In late September, Czechs celebrate their patron St. Václav. And the day before another icon of local culture – Czech beer. This golden nectar is an inherent part of Czech cuisine and no matter where you go, you’re going to find a pub or restaurant taking part in this celebration of beer. They will be preparing degustation menus, beer specials, visits to breweries and side programs. Liquid bread, as beer in the Czech Republic is known, will be celebrated until the 3rd of October, when the days of Czech beer culminate, for example, with the Pilsner Fest in Pilsen.
Plzeň and Prague – beer Giants
When giving out beer tips one can’t leave out the two famous Czech beer centers right at the start, namely Plzeň and Prague. In both cities, lovers of beer come into their own, because they learn all sorts of interesting things about beer as well as getting to taste it. You can visit the large breweries here - Pilsner Urquell and Prague’s Staropramen - and also visit a beer museum. These can be found in Plzeň and Prague. A couple worth mentioning are the Beer Museum in Old Town or the Brewery House. Not to mention the hundreds of pubs where they will be happy to draw you some "liquid bread", a popular nickname for beer in the Czech Republic.
Increasingly, smaller breweries are playing a more significant role. The capital city also has plenty to offer in this area. The Břevnov St. Adalbert Monastic Brewery can be found on the premises of Břevnov Monastery, so a walk to these places can be spiced up by visiting the brewery shop or the nearby monastery taproom and tasting some of the local specialties, like the dark Russian Imperial Stout (21%) with the taste of high quality dark chocolate. In the newly built Hostivař Brewery in Prague 15, you’ll be sure to get beer without pasteurization and filtration. The result is a series of interesting beers - the cycling "eight" to "fifteen" with the fresh fragrance of citrus and flowers.
Tours of the smaller breweries
Of course, you can always venture outside of Prague and Plzeň for delicious Czech beer. Guided tours combined with tasting are provided by both traditional large and medium-sized breweries like Budvar in České Budějovice, Radegast in Nošovice, Krušovice Brewery, Primátor in Náchod or Starobrno from Brno, but also a number of small, mostly family breweries. You’ll feel right at home in the family brewery Neumann near Mělník, in Koutský Brewery in Šumava, in the Chyše castle brewery, in the Black Eagle Brewery in Jindřichův Hradec or in the Slavkov Brewery, where they brew a special twelve-degree Slavkov white beer, which is a wheat beer which smells like bananas and cloves.
Beer trail trips
A visit to any of the breweries can be a great starting point, the final destination or a stop on a walking tour along what are known as beer trails. Walking in the highest Czech mountains Krkonoše, can be combined with drinking good beer on the Krkonoše Beer Trail that connects Vrchlabí, Friesovy boudy and Luční bouda. You can taste original beer right in four breweries along the 22 km long route. A similar hike awaits you in the beautiful Beskids.
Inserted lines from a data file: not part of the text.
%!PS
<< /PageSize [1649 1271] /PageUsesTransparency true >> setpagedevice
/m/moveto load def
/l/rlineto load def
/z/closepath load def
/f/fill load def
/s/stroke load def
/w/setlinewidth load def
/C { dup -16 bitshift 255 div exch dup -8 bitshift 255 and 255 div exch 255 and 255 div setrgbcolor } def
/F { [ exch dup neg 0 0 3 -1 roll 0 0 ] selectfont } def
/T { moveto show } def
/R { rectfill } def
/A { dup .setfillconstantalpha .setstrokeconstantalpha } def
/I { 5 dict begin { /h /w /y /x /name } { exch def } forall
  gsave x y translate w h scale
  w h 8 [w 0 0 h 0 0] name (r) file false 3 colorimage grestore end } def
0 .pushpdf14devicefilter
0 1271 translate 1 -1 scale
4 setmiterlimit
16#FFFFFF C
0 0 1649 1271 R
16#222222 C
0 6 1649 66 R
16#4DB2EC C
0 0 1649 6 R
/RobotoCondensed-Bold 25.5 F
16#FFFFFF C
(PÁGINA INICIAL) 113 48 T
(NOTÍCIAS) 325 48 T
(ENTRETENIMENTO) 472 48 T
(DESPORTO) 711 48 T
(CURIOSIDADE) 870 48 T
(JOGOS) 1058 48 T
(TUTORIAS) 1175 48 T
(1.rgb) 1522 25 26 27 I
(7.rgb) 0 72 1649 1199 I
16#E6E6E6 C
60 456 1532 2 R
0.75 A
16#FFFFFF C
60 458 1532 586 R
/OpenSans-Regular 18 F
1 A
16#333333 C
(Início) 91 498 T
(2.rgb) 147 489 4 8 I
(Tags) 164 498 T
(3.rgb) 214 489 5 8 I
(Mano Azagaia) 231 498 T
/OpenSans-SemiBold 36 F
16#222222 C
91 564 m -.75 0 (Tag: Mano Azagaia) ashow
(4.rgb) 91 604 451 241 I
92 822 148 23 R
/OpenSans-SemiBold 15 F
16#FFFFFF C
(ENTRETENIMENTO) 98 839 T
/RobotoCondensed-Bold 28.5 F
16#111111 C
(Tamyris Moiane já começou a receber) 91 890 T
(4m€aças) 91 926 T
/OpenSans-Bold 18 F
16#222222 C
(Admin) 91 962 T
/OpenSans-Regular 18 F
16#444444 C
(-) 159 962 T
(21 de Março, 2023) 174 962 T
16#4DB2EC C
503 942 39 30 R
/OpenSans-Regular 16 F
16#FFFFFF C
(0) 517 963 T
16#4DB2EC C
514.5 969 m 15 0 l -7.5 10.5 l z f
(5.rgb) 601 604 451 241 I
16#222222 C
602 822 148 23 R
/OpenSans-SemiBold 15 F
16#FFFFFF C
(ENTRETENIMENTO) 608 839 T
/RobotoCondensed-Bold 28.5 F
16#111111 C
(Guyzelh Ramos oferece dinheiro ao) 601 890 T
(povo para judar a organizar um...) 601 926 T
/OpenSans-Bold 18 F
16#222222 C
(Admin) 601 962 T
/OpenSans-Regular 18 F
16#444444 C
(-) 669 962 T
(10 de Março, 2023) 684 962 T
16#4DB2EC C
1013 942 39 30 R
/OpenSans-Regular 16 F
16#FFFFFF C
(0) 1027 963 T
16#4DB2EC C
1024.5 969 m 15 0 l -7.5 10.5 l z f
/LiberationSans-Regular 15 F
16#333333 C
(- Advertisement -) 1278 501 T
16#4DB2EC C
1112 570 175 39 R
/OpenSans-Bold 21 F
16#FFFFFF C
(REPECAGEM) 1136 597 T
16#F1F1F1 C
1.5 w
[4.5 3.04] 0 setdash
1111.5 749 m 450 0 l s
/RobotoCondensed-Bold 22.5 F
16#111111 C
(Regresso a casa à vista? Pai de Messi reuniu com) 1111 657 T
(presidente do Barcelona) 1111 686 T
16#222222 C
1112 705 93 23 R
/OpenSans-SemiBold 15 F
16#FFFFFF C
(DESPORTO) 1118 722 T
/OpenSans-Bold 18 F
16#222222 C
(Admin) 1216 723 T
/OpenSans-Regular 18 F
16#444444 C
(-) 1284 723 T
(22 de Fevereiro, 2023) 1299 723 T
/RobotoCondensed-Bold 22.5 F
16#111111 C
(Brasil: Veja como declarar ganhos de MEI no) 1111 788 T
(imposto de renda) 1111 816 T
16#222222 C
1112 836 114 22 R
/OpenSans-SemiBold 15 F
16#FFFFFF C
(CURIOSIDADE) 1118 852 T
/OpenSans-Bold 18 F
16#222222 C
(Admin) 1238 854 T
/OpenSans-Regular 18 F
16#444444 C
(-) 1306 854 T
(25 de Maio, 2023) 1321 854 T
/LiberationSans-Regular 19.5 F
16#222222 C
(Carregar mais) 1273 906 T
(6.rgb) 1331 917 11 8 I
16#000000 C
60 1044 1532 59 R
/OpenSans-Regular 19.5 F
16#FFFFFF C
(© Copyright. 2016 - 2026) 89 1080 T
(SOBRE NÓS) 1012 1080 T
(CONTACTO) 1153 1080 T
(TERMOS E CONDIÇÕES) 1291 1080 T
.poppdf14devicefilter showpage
Enjoy picturesque villages and towns with stylish restaurants, historical and natural monuments, and especially the eight breweries involved in the Beskids Beer Trails.
If you are going to Vysočina, especially to its largest city Jihlava, you’ll probably hear information about the existence of a local Brewery Educational Trail that teaches you about the history of the royal town and the local tradition of brewing beer at twelve information desks. The Beer Trail of the poet Petr Bezruč, suitable especially for cyclists, is another opportunity how to take a nice trip from the outskirts of Brno to the gates of the Černá Hora brewery, with a length of 28 km.
Fun at a Beer Festival
Breweries are organizing festivals practically all over the country. One of the most popular is the Harvest Festival in Žatec, which is mainly famous as the city of hops. The western part of the Czech Republic is, of course, famous for its production of beer, and so it’s no accident that it’s home to a couple of beer capitals. Further south is České Budějovice and its Budvar, which is celebrating 120 years this year.
To the west lies Pilsen, the European Capital of Culture 2015. The Pilsen brewery festival will be held throughout the weekend of 3 to 5 October. There will be two stages on the site of Plzeňský prazdroj, offering performances by 12 bands. Visitors will again be able to weave between samples of beer craftsmanship and good food. Their popularity can be seen by the number of people who came to last year’s festival – 45,000.
The beer festivals will also be moving eastwards during September, to areas that have been traditionally associated more with wine than beer. For example, Zábřeh Château in Ostrava will combine its beer festivities with celebrations of St. Václav to create a long weekend of music, historical performances and tasting tours of microbreweries. The festival runs from 27 to 28 September.